- What is being asked
Print out the data below in full, exactly as written.

- Input data
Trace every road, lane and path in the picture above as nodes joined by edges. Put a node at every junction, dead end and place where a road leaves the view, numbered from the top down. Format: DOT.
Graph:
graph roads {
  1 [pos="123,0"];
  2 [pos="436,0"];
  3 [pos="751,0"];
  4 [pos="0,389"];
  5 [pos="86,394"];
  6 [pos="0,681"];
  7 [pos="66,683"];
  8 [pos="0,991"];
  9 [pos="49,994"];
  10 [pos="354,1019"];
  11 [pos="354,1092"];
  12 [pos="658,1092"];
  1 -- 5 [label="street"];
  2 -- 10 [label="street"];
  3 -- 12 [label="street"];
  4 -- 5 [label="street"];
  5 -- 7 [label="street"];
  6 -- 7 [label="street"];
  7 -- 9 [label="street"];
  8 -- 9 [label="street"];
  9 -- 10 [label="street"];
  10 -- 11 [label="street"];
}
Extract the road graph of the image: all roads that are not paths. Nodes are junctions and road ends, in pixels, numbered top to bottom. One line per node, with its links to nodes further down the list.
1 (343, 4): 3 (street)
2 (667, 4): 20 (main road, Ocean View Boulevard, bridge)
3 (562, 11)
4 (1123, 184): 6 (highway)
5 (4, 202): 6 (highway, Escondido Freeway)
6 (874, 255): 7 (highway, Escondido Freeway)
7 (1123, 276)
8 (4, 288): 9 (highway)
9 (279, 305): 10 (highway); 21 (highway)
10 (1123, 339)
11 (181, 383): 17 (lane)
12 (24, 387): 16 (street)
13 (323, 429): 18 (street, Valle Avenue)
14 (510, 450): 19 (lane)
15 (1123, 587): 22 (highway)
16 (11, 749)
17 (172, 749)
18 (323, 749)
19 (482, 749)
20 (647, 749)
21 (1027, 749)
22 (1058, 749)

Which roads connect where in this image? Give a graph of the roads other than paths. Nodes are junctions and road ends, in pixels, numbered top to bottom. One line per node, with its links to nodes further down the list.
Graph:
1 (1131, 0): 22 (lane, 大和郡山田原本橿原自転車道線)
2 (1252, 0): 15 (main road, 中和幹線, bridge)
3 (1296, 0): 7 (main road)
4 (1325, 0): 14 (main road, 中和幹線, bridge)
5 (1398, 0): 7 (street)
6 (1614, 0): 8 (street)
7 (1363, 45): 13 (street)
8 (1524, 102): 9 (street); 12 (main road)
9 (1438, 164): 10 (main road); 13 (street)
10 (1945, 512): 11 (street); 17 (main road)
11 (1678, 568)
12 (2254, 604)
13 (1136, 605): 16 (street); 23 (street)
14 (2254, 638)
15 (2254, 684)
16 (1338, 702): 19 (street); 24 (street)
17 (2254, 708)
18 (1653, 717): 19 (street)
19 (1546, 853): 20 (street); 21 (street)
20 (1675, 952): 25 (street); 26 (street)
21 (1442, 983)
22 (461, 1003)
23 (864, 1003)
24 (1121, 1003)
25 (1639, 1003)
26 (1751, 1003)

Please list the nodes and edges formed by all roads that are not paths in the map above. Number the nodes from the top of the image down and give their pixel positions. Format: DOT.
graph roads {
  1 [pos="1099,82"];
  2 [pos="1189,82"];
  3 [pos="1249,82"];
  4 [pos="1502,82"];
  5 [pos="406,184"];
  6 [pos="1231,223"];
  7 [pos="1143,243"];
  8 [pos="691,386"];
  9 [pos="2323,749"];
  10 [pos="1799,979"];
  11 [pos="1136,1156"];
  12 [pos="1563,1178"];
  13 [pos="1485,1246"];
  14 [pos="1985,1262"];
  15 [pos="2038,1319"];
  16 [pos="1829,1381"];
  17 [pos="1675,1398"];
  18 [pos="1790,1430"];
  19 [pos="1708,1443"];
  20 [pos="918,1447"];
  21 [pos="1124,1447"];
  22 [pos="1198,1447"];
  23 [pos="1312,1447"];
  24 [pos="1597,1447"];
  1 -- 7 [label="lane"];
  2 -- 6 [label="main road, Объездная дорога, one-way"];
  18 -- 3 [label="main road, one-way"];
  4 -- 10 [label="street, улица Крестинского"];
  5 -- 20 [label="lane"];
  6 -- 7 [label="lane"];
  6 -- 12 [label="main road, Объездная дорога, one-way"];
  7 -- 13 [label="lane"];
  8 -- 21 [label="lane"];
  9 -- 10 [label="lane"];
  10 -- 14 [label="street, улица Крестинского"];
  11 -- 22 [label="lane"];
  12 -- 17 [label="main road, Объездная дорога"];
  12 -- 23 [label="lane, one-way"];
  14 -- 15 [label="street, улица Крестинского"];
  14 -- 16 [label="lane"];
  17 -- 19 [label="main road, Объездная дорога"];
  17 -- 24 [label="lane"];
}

- Exercise response
Trace every road, lane and path in the picture above as nodes joined by edges. Put a node at every junction, dead end and place where a road leaves the view, numbered from the top down. Format: DOT.
Graph:
graph roads {
  1 [pos="123,0"];
  2 [pos="436,0"];
  3 [pos="751,0"];
  4 [pos="0,389"];
  5 [pos="86,394"];
  6 [pos="0,681"];
  7 [pos="66,683"];
  8 [pos="0,991"];
  9 [pos="49,994"];
  10 [pos="354,1019"];
  11 [pos="354,1092"];
  12 [pos="658,1092"];
  1 -- 5 [label="street"];
  2 -- 10 [label="street"];
  3 -- 12 [label="street"];
  4 -- 5 [label="street"];
  5 -- 7 [label="street"];
  6 -- 7 [label="street"];
  7 -- 9 [label="street"];
  8 -- 9 [label="street"];
  9 -- 10 [label="street"];
  10 -- 11 [label="street"];
}
Extract the road graph of the image: all roads that are not paths. Nodes are junctions and road ends, in pixels, numbered top to bottom. One line per node, with its links to nodes further down the list.
1 (343, 4): 3 (street)
2 (667, 4): 20 (main road, Ocean View Boulevard, bridge)
3 (562, 11)
4 (1123, 184): 6 (highway)
5 (4, 202): 6 (highway, Escondido Freeway)
6 (874, 255): 7 (highway, Escondido Freeway)
7 (1123, 276)
8 (4, 288): 9 (highway)
9 (279, 305): 10 (highway); 21 (highway)
10 (1123, 339)
11 (181, 383): 17 (lane)
12 (24, 387): 16 (street)
13 (323, 429): 18 (street, Valle Avenue)
14 (510, 450): 19 (lane)
15 (1123, 587): 22 (highway)
16 (11, 749)
17 (172, 749)
18 (323, 749)
19 (482, 749)
20 (647, 749)
21 (1027, 749)
22 (1058, 749)

Which roads connect where in this image? Give a graph of the roads other than paths. Nodes are junctions and road ends, in pixels, numbered top to bottom. One line per node, with its links to nodes further down the list.
Graph:
1 (1131, 0): 22 (lane, 大和郡山田原本橿原自転車道線)
2 (1252, 0): 15 (main road, 中和幹線, bridge)
3 (1296, 0): 7 (main road)
4 (1325, 0): 14 (main road, 中和幹線, bridge)
5 (1398, 0): 7 (street)
6 (1614, 0): 8 (street)
7 (1363, 45): 13 (street)
8 (1524, 102): 9 (street); 12 (main road)
9 (1438, 164): 10 (main road); 13 (street)
10 (1945, 512): 11 (street); 17 (main road)
11 (1678, 568)
12 (2254, 604)
13 (1136, 605): 16 (street); 23 (street)
14 (2254, 638)
15 (2254, 684)
16 (1338, 702): 19 (street); 24 (street)
17 (2254, 708)
18 (1653, 717): 19 (street)
19 (1546, 853): 20 (street); 21 (street)
20 (1675, 952): 25 (street); 26 (street)
21 (1442, 983)
22 (461, 1003)
23 (864, 1003)
24 (1121, 1003)
25 (1639, 1003)
26 (1751, 1003)

Please list the nodes and edges formed by all roads that are not paths in the map above. Number the nodes from the top of the image down and give their pixel positions. Format: DOT.
graph roads {
  1 [pos="1099,82"];
  2 [pos="1189,82"];
  3 [pos="1249,82"];
  4 [pos="1502,82"];
  5 [pos="406,184"];
  6 [pos="1231,223"];
  7 [pos="1143,243"];
  8 [pos="691,386"];
  9 [pos="2323,749"];
  10 [pos="1799,979"];
  11 [pos="1136,1156"];
  12 [pos="1563,1178"];
  13 [pos="1485,1246"];
  14 [pos="1985,1262"];
  15 [pos="2038,1319"];
  16 [pos="1829,1381"];
  17 [pos="1675,1398"];
  18 [pos="1790,1430"];
  19 [pos="1708,1443"];
  20 [pos="918,1447"];
  21 [pos="1124,1447"];
  22 [pos="1198,1447"];
  23 [pos="1312,1447"];
  24 [pos="1597,1447"];
  1 -- 7 [label="lane"];
  2 -- 6 [label="main road, Объездная дорога, one-way"];
  18 -- 3 [label="main road, one-way"];
  4 -- 10 [label="street, улица Крестинского"];
  5 -- 20 [label="lane"];
  6 -- 7 [label="lane"];
  6 -- 12 [label="main road, Объездная дорога, one-way"];
  7 -- 13 [label="lane"];
  8 -- 21 [label="lane"];
  9 -- 10 [label="lane"];
  10 -- 14 [label="street, улица Крестинского"];
  11 -- 22 [label="lane"];
  12 -- 17 [label="main road, Объездная дорога"];
  12 -- 23 [label="lane, one-way"];
  14 -- 15 [label="street, улица Крестинского"];
  14 -- 16 [label="lane"];
  17 -- 19 [label="main road, Объездная дорога"];
  17 -- 24 [label="lane"];
}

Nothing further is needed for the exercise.